Fig. 2 carries out vectorization processing method stream respectively for the first matrix and the second matrix to multiplication of the embodiment of the present invention Cheng Tu;
Fig. 3 carries out data block to the first matrix and the second matrix for the embodiment of the present invention and divides schematic diagram;
Fig. 4 is the OpenCL block flow diagrams of the matrix-vector multiplication of the embodiment of the present invention;
Fig. 5 is carries out vectorization schematic diagram in the kernel functions of the embodiment of the present invention to row data block and column data block;
Fig. 6 realizes device composition frame chart for the matrix-vector multiplication of the embodiment of the present invention.
Embodiment
For the ease of the understanding of those skilled in the art, the embodiment of the present invention is made further to retouch below in conjunction with the accompanying drawings State, can not be used for limiting the protection domain of the embodiment of the present invention.
The embodiment of the present invention proposes a kind of implementation method of matrix-vector multiplication, as shown in figure 1, this method can include S101-S102:
S101, under open computing language OpenCL frameworks, the first matrix and the second matrix of multiplication are carried out respectively to Quantification treatment.
In embodiments of the present invention, asked in order to which the speed for solving the presence of current matrix multiplying method is slow, efficiency is low A kind of topic, it is proposed that matrix-vector multiplication implementation method based on OpenCL.(OpenComputingLanguage is opened OpenCL Put computing language) language, it is open, the cross-platform multiple programming framework towards the general purpose of heterogeneous system.Current The achievable computer hardware accelerated parallel under the conditions of, can make full use of computer hardware resource, improve matrix-vector multiplication The operation efficiency of method;Described computer hardware is all support OpenCL computer hardware platforms, for example, this computer is hard Part platform can by CPU, GPU (Graphic Processing Unit, graphics processor) or other kinds of processor group into.
In embodiments of the present invention, the method that the matrix-vector multiplication based on OpenCL is realized is by the way that operation matrix is divided Block processing, piecemeal number is equal with row matrix columns, so as to realize the parallelization processing of data.Following scheme can specifically be passed through Realize.
Alternatively, as shown in Fig. 2 under open computing language OpenCL frameworks, to the first matrix and the second square of multiplication Battle array carries out vectorization processing respectively can include S201-S203:
S201, using each row vector in the first matrix as a row data block, and will be each in the second matrix Individual column vector is used as a column data block.
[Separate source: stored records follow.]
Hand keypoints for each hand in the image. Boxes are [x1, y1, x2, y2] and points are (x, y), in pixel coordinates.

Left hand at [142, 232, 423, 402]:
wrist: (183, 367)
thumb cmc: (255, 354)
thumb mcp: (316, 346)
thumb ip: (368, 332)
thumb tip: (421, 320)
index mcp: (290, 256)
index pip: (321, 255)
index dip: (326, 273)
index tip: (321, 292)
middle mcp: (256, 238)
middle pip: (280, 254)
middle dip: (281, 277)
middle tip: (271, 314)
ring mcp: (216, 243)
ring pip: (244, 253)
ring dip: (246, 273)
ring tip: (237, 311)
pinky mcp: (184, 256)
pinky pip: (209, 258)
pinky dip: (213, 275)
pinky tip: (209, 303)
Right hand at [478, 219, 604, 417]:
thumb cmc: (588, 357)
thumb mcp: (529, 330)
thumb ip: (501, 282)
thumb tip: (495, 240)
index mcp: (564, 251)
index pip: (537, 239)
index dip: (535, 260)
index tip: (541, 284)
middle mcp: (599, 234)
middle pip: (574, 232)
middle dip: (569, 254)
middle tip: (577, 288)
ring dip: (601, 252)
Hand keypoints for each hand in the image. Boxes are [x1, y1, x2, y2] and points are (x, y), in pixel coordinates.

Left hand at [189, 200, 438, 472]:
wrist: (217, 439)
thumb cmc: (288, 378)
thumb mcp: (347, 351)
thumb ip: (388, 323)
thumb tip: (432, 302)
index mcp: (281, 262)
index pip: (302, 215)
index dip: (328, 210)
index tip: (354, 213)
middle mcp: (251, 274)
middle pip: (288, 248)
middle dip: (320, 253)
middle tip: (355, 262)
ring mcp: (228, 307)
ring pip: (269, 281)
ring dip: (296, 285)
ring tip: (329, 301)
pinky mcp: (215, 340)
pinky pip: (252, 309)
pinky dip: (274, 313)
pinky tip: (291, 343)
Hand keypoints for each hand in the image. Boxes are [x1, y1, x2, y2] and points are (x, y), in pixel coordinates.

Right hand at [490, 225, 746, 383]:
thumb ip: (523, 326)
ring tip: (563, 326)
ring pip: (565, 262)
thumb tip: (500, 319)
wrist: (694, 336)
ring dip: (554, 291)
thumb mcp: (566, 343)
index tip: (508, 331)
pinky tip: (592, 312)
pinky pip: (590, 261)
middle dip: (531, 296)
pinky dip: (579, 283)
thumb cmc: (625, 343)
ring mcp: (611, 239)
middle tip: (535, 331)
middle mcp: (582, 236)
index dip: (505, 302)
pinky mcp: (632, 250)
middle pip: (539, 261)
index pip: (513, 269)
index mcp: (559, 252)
In embodiments of the present invention, initial work is carried out first under OpenCL frameworks, to equipment Device, context Component is defined and assignment necessary to Context, program Program etc., then to the first matrix and the second matrix of multiplication Carry out piecemeal processing.Specifically, can be using each row vector in the first matrix as a row data block, and by the second square Each column vector in battle array is used as a column data block.Row data block Hblock1 as shown in Figure 3, Hblock2, Hblock3 ... Hblockn, and column data block Lblock1, Lblock2, Lblock3 ... Lblockn.
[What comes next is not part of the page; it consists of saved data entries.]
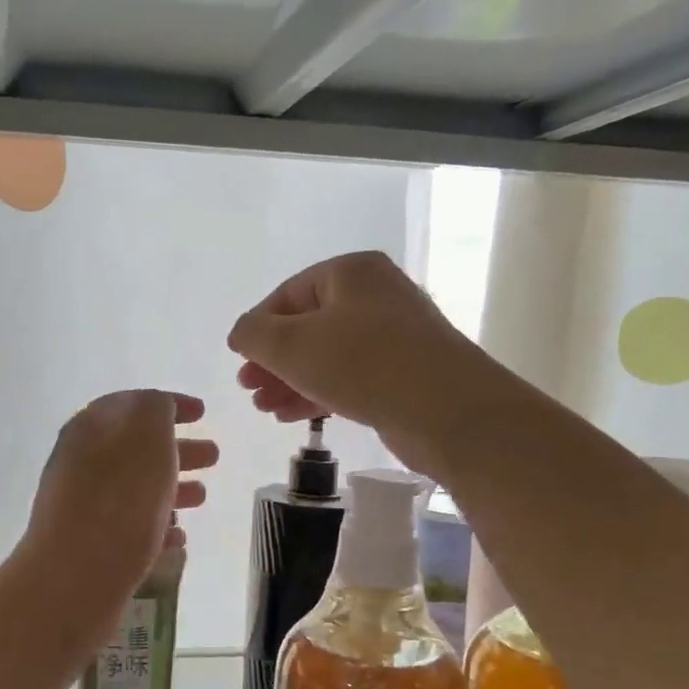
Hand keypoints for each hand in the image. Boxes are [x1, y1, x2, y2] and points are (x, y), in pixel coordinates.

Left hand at [24, 391, 215, 596]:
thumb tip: (158, 408)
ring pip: (135, 488)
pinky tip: (179, 537)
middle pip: (137, 448)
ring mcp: (83, 506)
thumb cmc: (119, 501)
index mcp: (92, 428)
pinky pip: (130, 526)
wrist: (74, 578)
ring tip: (203, 497)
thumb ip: (155, 410)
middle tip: (214, 456)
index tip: (203, 412)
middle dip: (177, 448)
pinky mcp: (90, 546)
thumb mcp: (146, 436)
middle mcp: (82, 463)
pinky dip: (157, 525)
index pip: (133, 404)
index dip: (169, 404)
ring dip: (172, 487)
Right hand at [228, 251, 460, 453]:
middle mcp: (375, 296)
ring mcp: (393, 336)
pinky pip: (349, 377)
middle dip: (273, 360)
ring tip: (265, 408)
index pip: (288, 294)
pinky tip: (294, 416)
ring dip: (290, 381)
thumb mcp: (291, 345)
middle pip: (307, 326)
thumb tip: (243, 333)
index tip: (239, 360)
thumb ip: (254, 334)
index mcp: (351, 273)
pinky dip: (318, 392)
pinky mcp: (403, 373)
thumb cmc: (363, 364)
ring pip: (326, 355)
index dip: (257, 328)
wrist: (448, 410)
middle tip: (249, 388)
S202, respectively by any one row data block and the incoming kernel function of any one column data block, and Obtain multiple kernel functions;Wherein, each kernel functions and wherein incoming row data block and column data block are corresponded.
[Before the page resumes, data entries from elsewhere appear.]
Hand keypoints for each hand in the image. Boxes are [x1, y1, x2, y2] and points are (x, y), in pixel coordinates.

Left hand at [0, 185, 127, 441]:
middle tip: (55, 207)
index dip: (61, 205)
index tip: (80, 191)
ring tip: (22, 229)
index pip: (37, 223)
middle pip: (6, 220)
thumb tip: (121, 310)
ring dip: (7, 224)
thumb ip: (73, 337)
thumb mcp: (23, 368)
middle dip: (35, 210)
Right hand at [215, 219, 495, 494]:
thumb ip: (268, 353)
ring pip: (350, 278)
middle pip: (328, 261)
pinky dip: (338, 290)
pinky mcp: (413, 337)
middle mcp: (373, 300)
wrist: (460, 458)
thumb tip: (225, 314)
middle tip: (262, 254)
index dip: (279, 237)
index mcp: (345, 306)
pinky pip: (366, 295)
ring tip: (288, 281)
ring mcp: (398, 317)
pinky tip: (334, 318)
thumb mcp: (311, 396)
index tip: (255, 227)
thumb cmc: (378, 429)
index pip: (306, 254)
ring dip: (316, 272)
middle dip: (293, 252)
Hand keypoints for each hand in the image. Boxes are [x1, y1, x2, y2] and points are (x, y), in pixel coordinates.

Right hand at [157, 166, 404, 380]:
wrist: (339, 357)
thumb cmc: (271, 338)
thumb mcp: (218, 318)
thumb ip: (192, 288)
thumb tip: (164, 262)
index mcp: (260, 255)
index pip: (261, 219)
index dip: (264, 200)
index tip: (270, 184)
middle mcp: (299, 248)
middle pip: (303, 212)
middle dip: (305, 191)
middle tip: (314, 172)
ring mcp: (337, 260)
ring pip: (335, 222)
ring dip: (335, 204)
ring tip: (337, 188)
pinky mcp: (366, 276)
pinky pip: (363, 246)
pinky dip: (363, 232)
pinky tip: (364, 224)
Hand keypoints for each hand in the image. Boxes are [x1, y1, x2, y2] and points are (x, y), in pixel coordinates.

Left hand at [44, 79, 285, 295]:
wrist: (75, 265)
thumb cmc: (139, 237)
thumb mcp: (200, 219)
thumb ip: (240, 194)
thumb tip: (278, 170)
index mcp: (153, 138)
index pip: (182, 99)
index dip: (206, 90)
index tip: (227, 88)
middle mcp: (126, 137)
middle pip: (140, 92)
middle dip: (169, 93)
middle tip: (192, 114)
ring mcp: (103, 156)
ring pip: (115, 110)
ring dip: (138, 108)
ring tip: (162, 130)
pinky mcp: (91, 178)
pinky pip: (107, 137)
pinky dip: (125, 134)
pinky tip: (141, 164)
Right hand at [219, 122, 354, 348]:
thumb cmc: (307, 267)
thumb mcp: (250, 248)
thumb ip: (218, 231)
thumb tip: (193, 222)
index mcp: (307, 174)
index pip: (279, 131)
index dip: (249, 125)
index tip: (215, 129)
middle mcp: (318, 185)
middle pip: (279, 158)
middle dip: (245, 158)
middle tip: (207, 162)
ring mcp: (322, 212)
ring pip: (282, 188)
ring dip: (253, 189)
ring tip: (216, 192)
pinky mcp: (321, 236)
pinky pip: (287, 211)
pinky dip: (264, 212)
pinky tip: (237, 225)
In embodiments of the present invention, as shown in figure 4, when being calculated, can by an arbitrary row data block and In the incoming kernel function of one column data block, for example, by Hblock1 and the incoming kernel of Lblock1, inciting somebody to action In the Hblock2 and incoming kerne2 of Lblock1, by Hblock3 and the incoming kerne3 of Lblock1 ... ..., the rest may be inferred, will Different row data blocks is put into different kernel functions with combining for column data block, to divide in different kernel functions It is other that parallel multiplication computing is done to corresponding row data block and column data block.
S203, vectorization processing is carried out respectively to the row data block and column data block in each kernel functions, to obtain Multiple row vector submatrixs and multiple column vector submatrixs.
In embodiments of the present invention, after by the incoming different kernel functions of row data block and column data block, In each kernel functions, vectorization processing further can also be carried out to row data block and column data block, by the row data Block is further divided into smaller subvector or submatrix with column data block.It can specifically be realized by following scheme.
Alternatively, carrying out vectorization processing respectively to the row data block and column data block in each kernel functions includes:
Using OpenCL vectorial Vector data types, every n real-coded GA in row data block is carried out respectively Vectorization processing to obtain multiple row vector submatrixs, and every n real-coded GA in column data block is carried out respectively to Quantification treatment to obtain multiple column vector submatrixs, wherein, n is positive integer.
In embodiments of the present invention, as shown in figure 5, among the computing of kernel functions, using OpenCL Vector The data included in each row data block and column data block further can be carried out vectorization processing, each by data type Row data block and column data block can be divided into multiple submatrixs, each submatrix can be comprising n real-coded GA.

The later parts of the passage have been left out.